Proposed state budgets feature capital gains, B&O and REET taxes


Democratic leaders in the Washington State Senate and House of Representatives have proposed differing biennial budgets for 2019-2021, but they do have two things in common: They are both way bigger than the previous state budget, and they both feature tax increases.

The House budget

The House-passed budget would appropriate $52.8 billion, an increase of $8.2 billion (18%) over 2017-2019 appropriations. This increase is despite $5.6 billion in new revenue growth the state has received since last year, thanks to the strong economy. Some of the larger areas of new spending include $450 million for school employee health benefits, $128 million more for higher ed, and $826 million more for the Department of Social and Health Services including increases for state hospital operations and managed care rates. 

The House assumes passage of a 9.9% tax on capital gains over $100,000 for individuals and $200,000 for couples filing jointly. The tax would not apply to residential real estate sales, retirement accounts and a few other exemptions. It also assumes an increase the real estate excise tax (REET). The current rate is 1.28 percent on sales of real property. Under the bill, the rate would be cut to 0.9% for properties with selling prices less than or equal to $500,000. For properties with selling prices above $500,000, the rate would be 1.28% for the portion of the price less than or equal to $1.5 million; 2% for any portion of the price between $1.5 million and $7 million; and 3% for any portion of the price that is greater than $7 million.

The House also assumes a 20% increase in B&O taxes on many service categories including architects, engineers, attorneys, accountants, insurance and bonding firms, and more. The House would earmark this to “workforce education investments” – mainly increases to create more spots in high-demand majors at state universities and additional funds for the state need grant – that would technically be outside the state general fund.

The measure passed the House along a party-line vote of 56-38 (with 4 absent).

Click here for a Washington Research Council summary of the proposed House budget.

The Senate budget

The Senate-passed budget would appropriate $52.2 billion, an increase of $7.5 billion (16.8%). It increases funding in the same general areas as the House budget, but to a lesser degree.

The Senate budget assumes passage of a REET increase, but slightly different than the House version. Under the bill, the rate would be cut to 0.75 percent if the selling price is less than $250,000. For properties with selling prices of $250,000 or more but less than $1 million, the tax rate would stay at 1.28 percent.
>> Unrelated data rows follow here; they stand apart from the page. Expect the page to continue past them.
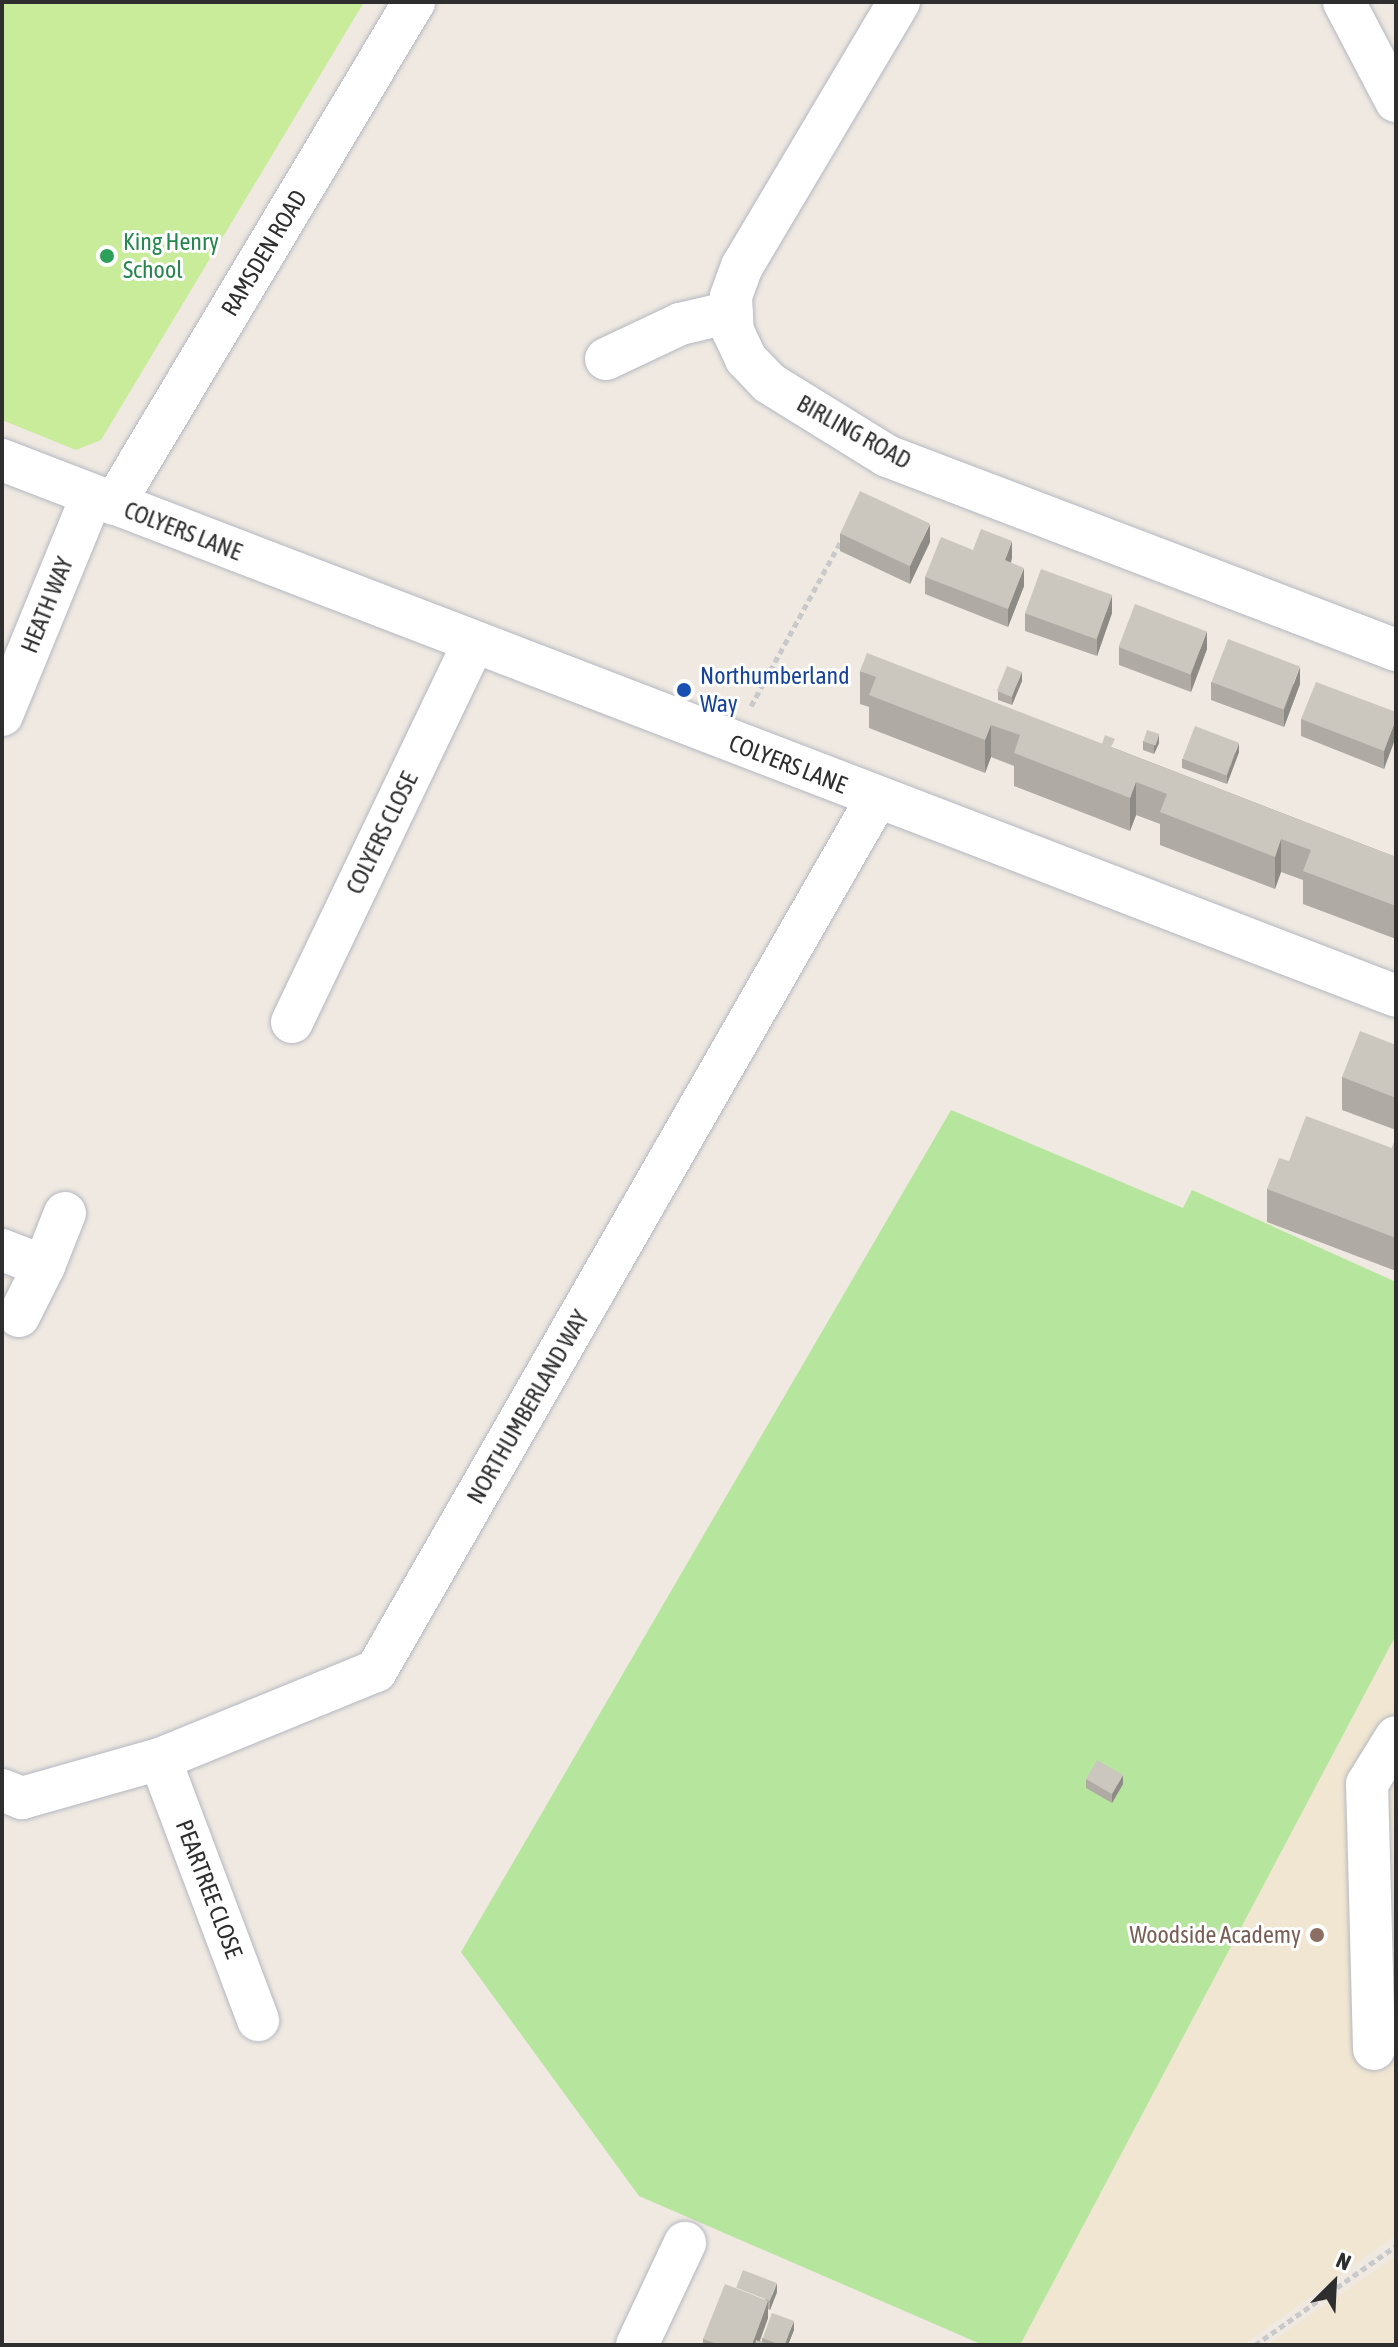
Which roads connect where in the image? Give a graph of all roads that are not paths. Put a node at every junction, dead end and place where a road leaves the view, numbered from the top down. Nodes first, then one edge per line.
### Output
1 (414, 2) edge
2 (899, 2) edge
3 (1344, 2) edge
4 (1396, 101) edge
5 (732, 312) junction
6 (606, 359) dead end
7 (2, 460) edge
8 (103, 500) junction
9 (473, 644) junction
10 (1396, 650) edge
11 (2, 715) edge
12 (877, 798) junction
13 (1396, 996) edge
14 (292, 1022) dead end
15 (65, 1213) dead end
16 (2, 1250) edge
17 (44, 1266) junction
18 (19, 1316) dead end
19 (1396, 1737) edge
20 (160, 1759) junction
21 (2, 1790) edge
22 (258, 2020) dead end
23 (1374, 2049) dead end
24 (685, 2243) dead end
25 (637, 2345) edge

1 - 8 street, RAMSDEN ROAD
2 - 5 street, BIRLING ROAD
3 - 4 street
5 - 6 street
5 - 10 street, BIRLING ROAD
7 - 8 street, COLYERS LANE
8 - 9 street, COLYERS LANE
8 - 11 street, HEATH WAY
9 - 12 street, COLYERS LANE
9 - 14 street, COLYERS CLOSE
12 - 13 street, COLYERS LANE
12 - 20 street, NORTHUMBERLAND WAY
15 - 17 street
16 - 17 street
17 - 18 street
19 - 23 street
20 - 21 street, NORTHUMBERLAND WAY
20 - 22 street, PEARTREE CLOSE
24 - 25 street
The rate would increase to 2.0 percent if the selling price is between $1 million and $5 million and to 2.5 percent if the selling price is $5 million or higher.

The Senate version proposes a “revenue neutral” capital gains tax. The Senate does not assume a capital gains tax as a revenue-increaser, but rather as an offset funding for a working families tax credit, a B&O tax cut for small businesses, an expansion of the property tax reduction program for senior citizens, and the elimination of the sales tax on items like diapers, feminine hygiene products and over-the-counter medications.

The Senate does not propose a broad B&O tax increase as the House does but includes an increase just on warehousing and reselling prescription drugs. Plus, unlike the House, the Senate would assume a tax increase on property and casualty insurance premiums from 2% to 2.52%.

The measure passed the Senate 31-17 with a couple of Republicans joining all Democrats in support.

Click here for a Washington Research Council summary of the proposed Senate budget.

Differences between the two budgets will now be negotiated. Some have suggested that a special session may be required to iron-out the significant differences between the proposals.